- _What you are asked to do_:
Could you output the listing that follows exactly, without its images?

- _Available data_:
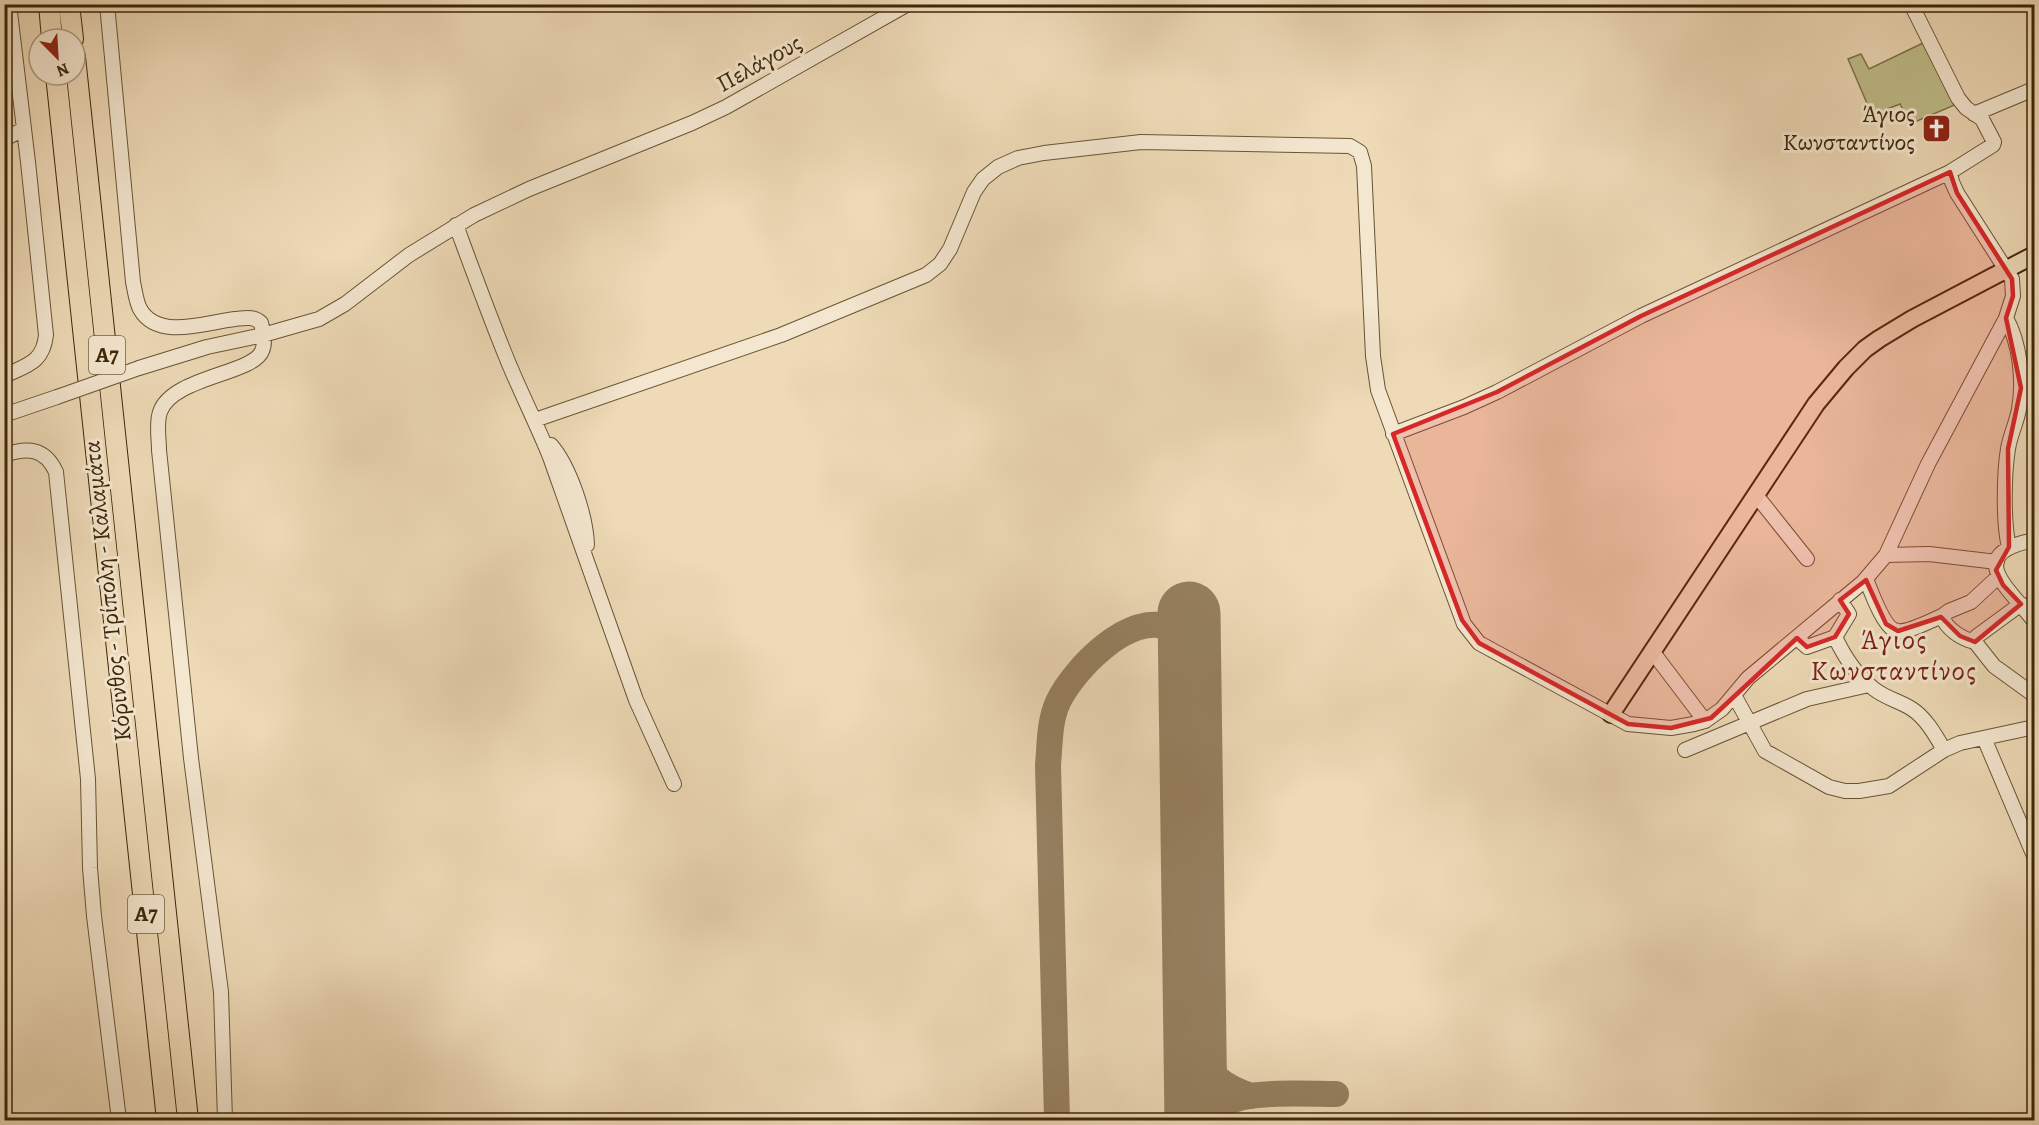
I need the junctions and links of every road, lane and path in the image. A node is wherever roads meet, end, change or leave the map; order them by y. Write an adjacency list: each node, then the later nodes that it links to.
1 (9, 4): 13 (street)
2 (49, 4): 7 (highway)
3 (69, 4): 8 (highway)
4 (107, 4): 20 (street)
5 (908, 4): 16 (street, Πελάγους)
6 (1911, 4): 12 (street)
7 (51, 27)
8 (72, 27)
9 (57, 87): 52 (highway, Κόρινθος - Τρίπολη - Καλαμάτα / Α7)
10 (78, 87): 58 (highway, Κόρινθος - Τρίπολη - Καλαμάτα / Α7)
11 (2034, 89): 12 (street)
12 (1974, 114): 15 (street)
13 (24, 129): 14 (street); 21 (street)
14 (4, 139)
15 (1950, 172): 18 (street); 24 (street)
16 (456, 225): 20 (street, Πελάγους); 23 (street)
17 (2034, 255): 18 (main road)
18 (2008, 271): 19 (street); 26 (main road)
19 (2006, 318): 28 (street); 29 (street)
20 (263, 335): 22 (street, Πελάγους, bridge); 63 (street)
21 (4, 376)
22 (4, 415)
23 (538, 426): 24 (street); 53 (street)
24 (1393, 434): 45 (street)
25 (4, 455): 60 (street)
26 (1756, 495): 30 (street); 41 (main road)
27 (2034, 540): 28 (street)
28 (2009, 547): 31 (street)
29 (1886, 555): 31 (street); 33 (street)
30 (1807, 559)
31 (1997, 561): 32 (street)
32 (1998, 576): 35 (street); 36 (street)
33 (1866, 579): 34 (street); 36 (street)
34 (1840, 600): 38 (street); 39 (street)
35 (2021, 604): 37 (street); 40 (street)
36 (1942, 616): 40 (street)
37 (2034, 621)
38 (1834, 637): 39 (street); 42 (street)
39 (1797, 638): 43 (street)
40 (1975, 642): 44 (street)
41 (1652, 651): 45 (main road); 46 (street)
42 (1869, 685): 47 (street); 51 (street)
43 (1734, 695): 46 (street); 47 (street)
44 (2034, 695)
45 (1611, 714): 46 (street)
46 (1705, 722)
47 (1749, 723): 50 (street); 51 (street)
48 (2034, 727): 49 (street)
49 (1984, 738): 51 (street); 55 (street)
50 (1685, 750)
51 (1944, 750)
52 (132, 776): 54 (highway); 59 (highway, Κόρινθος - Τρίπολη - Καλαμάτα / Α7)
53 (674, 784)
54 (130, 849)
55 (2034, 856)
56 (142, 986): 59 (highway)
57 (189, 1015): 58 (highway)
58 (180, 1041): 62 (highway, Κόρινθος - Τρίπολη - Καλαμάτα / Α7)
59 (160, 1051): 61 (highway, Κόρινθος - Τρίπολη - Καλαμάτα / Α7)
60 (119, 1120)
61 (167, 1120)
62 (188, 1120)
63 (225, 1120)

- _Solved problem_:
I need the junctions and links of every road, lane and path in the image. A node is wherever roads meet, end, change or leave the map; order them by y. Write an adjacency list: each node, then the later nodes that it links to.
1 (9, 4): 13 (street)
2 (49, 4): 7 (highway)
3 (69, 4): 8 (highway)
4 (107, 4): 20 (street)
5 (908, 4): 16 (street, Πελάγους)
6 (1911, 4): 12 (street)
7 (51, 27)
8 (72, 27)
9 (57, 87): 52 (highway, Κόρινθος - Τρίπολη - Καλαμάτα / Α7)
10 (78, 87): 58 (highway, Κόρινθος - Τρίπολη - Καλαμάτα / Α7)
11 (2034, 89): 12 (street)
12 (1974, 114): 15 (street)
13 (24, 129): 14 (street); 21 (street)
14 (4, 139)
15 (1950, 172): 18 (street); 24 (street)
16 (456, 225): 20 (street, Πελάγους); 23 (street)
17 (2034, 255): 18 (main road)
18 (2008, 271): 19 (street); 26 (main road)
19 (2006, 318): 28 (street); 29 (street)
20 (263, 335): 22 (street, Πελάγους, bridge); 63 (street)
21 (4, 376)
22 (4, 415)
23 (538, 426): 24 (street); 53 (street)
24 (1393, 434): 45 (street)
25 (4, 455): 60 (street)
26 (1756, 495): 30 (street); 41 (main road)
27 (2034, 540): 28 (street)
28 (2009, 547): 31 (street)
29 (1886, 555): 31 (street); 33 (street)
30 (1807, 559)
31 (1997, 561): 32 (street)
32 (1998, 576): 35 (street); 36 (street)
33 (1866, 579): 34 (street); 36 (street)
34 (1840, 600): 38 (street); 39 (street)
35 (2021, 604): 37 (street); 40 (street)
36 (1942, 616): 40 (street)
37 (2034, 621)
38 (1834, 637): 39 (street); 42 (street)
39 (1797, 638): 43 (street)
40 (1975, 642): 44 (street)
41 (1652, 651): 45 (main road); 46 (street)
42 (1869, 685): 47 (street); 51 (street)
43 (1734, 695): 46 (street); 47 (street)
44 (2034, 695)
45 (1611, 714): 46 (street)
46 (1705, 722)
47 (1749, 723): 50 (street); 51 (street)
48 (2034, 727): 49 (street)
49 (1984, 738): 51 (street); 55 (street)
50 (1685, 750)
51 (1944, 750)
52 (132, 776): 54 (highway); 59 (highway, Κόρινθος - Τρίπολη - Καλαμάτα / Α7)
53 (674, 784)
54 (130, 849)
55 (2034, 856)
56 (142, 986): 59 (highway)
57 (189, 1015): 58 (highway)
58 (180, 1041): 62 (highway, Κόρινθος - Τρίπολη - Καλαμάτα / Α7)
59 (160, 1051): 61 (highway, Κόρινθος - Τρίπολη - Καλαμάτα / Α7)
60 (119, 1120)
61 (167, 1120)
62 (188, 1120)
63 (225, 1120)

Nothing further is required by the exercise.